Pemuda, Sustainable Entrepreneur, Kemandirian Bangsa


    Pemuda, Sustainable Entrepreneur, Kemandirian Bangsa
    Oleh Rahma Suci Sentia
    Diskursus mengenai peran pemuda dalam membangun sebuah negara tidak akan pernah dikenal habisnya. Pepatah “pemuda masa kini adalah pemimpin masa depan” tampak sudah mendarah daging dalam segala bentuk perjuangan pemuda di mana pun ia berada. Ketika pemuda ia berkarya, berjuang dan berkorban untuk negara, dan ketika ia semakin matang dan dewasa, negara memberikan kesempatan baginya untuk mengabdikan diri sebagai “pelayan negara”
    ( Ridwansyah Yusuf)

    KETIKA membicarakan pemuda dan ekonomi Indonesia, serasa ada secercah harapan tertopang atas prospek perekonomian bangsa ini di masa mendatang.

    Akan tetapi, realita dan idealita pemuda sekarang  terasa berbeda dengan fakta yang terjadi pada 28 oktober 1928 nan silam. Ketika itu 71 pemuda dari seluruh Indonesia mendeklarasikan Sumpah Pemuda untuk mengangkat harkat dan martabat hidup Indonesia asli.

    Mereka tidak sekadar bersumpah dan menjadi harapan  semua rakyat.
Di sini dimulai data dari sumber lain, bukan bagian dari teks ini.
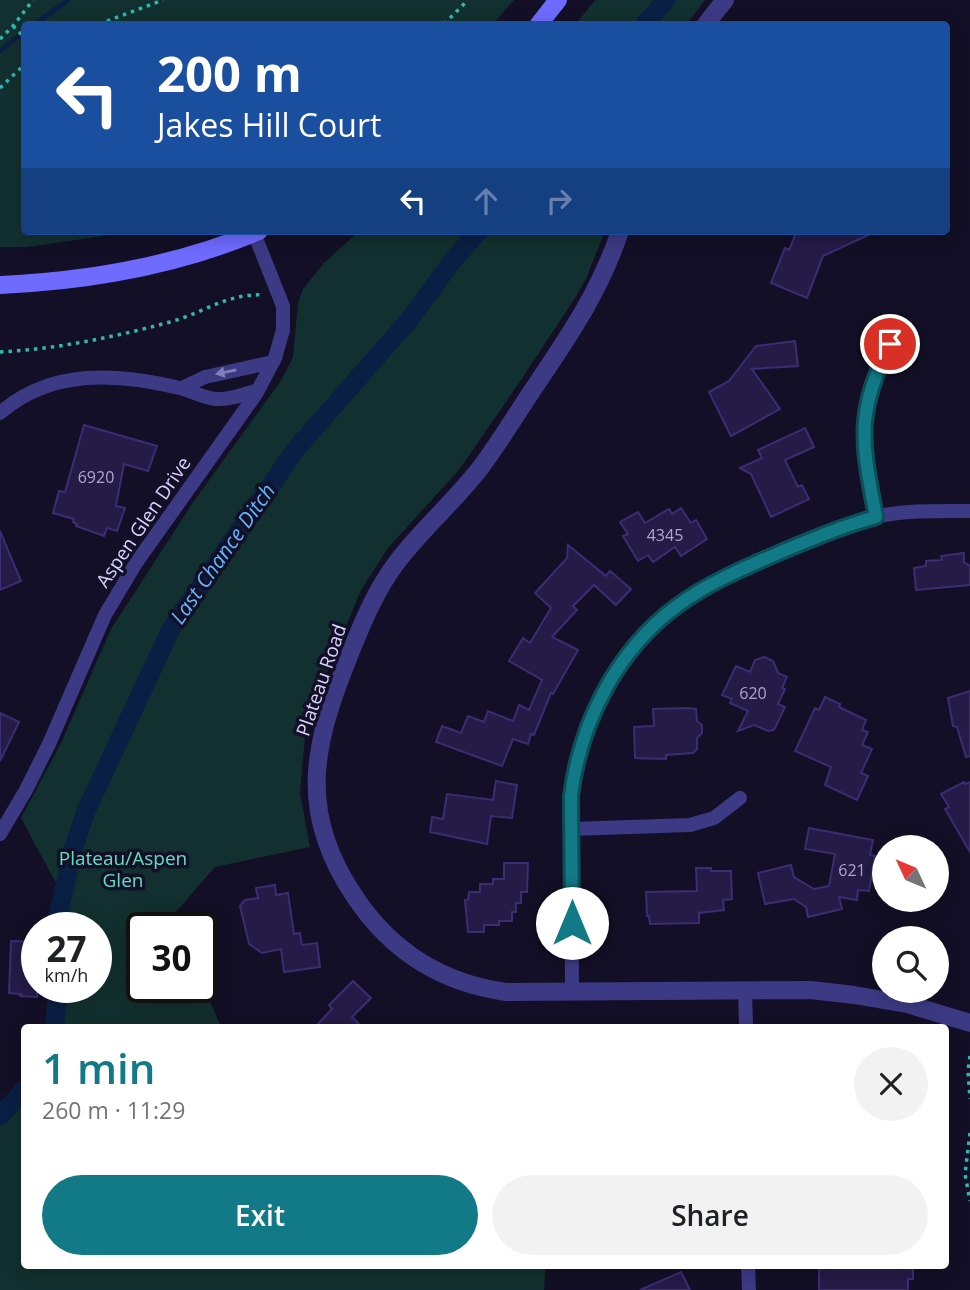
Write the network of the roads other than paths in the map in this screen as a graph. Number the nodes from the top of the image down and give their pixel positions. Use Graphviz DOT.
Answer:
graph roads {
  1 [pos="558,0"];
  2 [pos="725,0"];
  3 [pos="541,21"];
  4 [pos="708,21"];
  5 [pos="247,235"];
  6 [pos="258,235"];
  7 [pos="618,235"];
  8 [pos="0,285"];
  9 [pos="901,324"];
  10 [pos="273,362"];
  11 [pos="182,388"];
  12 [pos="258,390"];
  13 [pos="0,413"];
  14 [pos="970,512"];
  15 [pos="876,517"];
  16 [pos="740,798"];
  17 [pos="571,829"];
  18 [pos="0,834"];
  19 [pos="746,990"];
  20 [pos="572,992"];
  21 [pos="970,1023"];
  22 [pos="746,1024"];
  23 [pos="748,1269"];
  24 [pos="749,1290"];
  1 -- 3 [label="main road"];
  2 -- 4 [label="street"];
  5 -- 8 [label="main road"];
  6 -- 10 [label="street, Aspen Glen Drive"];
  7 -- 20 [label="street, Plateau Road"];
  9 -- 15 [label="street"];
  10 -- 11 [label="street, one-way"];
  10 -- 12 [label="street, Aspen Glen Drive"];
  11 -- 12 [label="street"];
  11 -- 13 [label="street"];
  12 -- 18 [label="street, Aspen Glen Drive"];
  14 -- 15 [label="street"];
  15 -- 17 [label="street"];
  16 -- 17 [label="street"];
  17 -- 20 [label="street"];
  19 -- 20 [label="street, Plateau Road"];
  19 -- 21 [label="street, Plateau Road"];
  19 -- 22 [label="street"];
  23 -- 24 [label="street"];
}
Mereka benar-benar meraih kemerdekaan dan menghapuskan derita rakyat dari penjajahan kolonial. Sumpah mereka bukan sekadar sumpah, tapi harga mati bagi tegaknya sebuah kejayaan dan tekad untuk beraksi. Tidak sekadar simpati.

    Lalu, apa yang sanggup dilakukan pemuda kini ketika harus melihat fakta rakyatnya masih saja tertindas oleh penjajahan elit modern bernama kemiskinan? Apalagi, ditambah fakta pemuda Indonesia justru diprediksi akan menjadi sumber persoalan sosial baru di masyarakat. Ini dikarenakan semakin meningkatnya  tingkat pengangguran dari kalangan pemuda telah  mencapai 60,5 persen (data BPS). Pertanyaannya adalah apakah pemuda seperti ini yang mampu menjadi harapan bangsa dalam menangani kemiskinan?
    Dan seharusnya , pemuda memiliki semangat pergerakan yang membara dalam jiwa. Hal inilah yang sebenarnya menjadi salah satu alasan mengapa pemuda memiliki peran yang penting dalam masyarakat. Karena semangat pergerakan mereka yang jika dilaksanakan dalam rute yang positif akan menciptakan perubahan-perubahan, serta pengaruh dalam masyarakat, sehingga tercipta pula tatanan yang baik. Peran pemuda itu sendiri dapat sebagai subjek penggerak perubahan, pencipta ide kreatif, sekaligus objek yang akan menjadi contoh nyata dalam perubahan tersebut.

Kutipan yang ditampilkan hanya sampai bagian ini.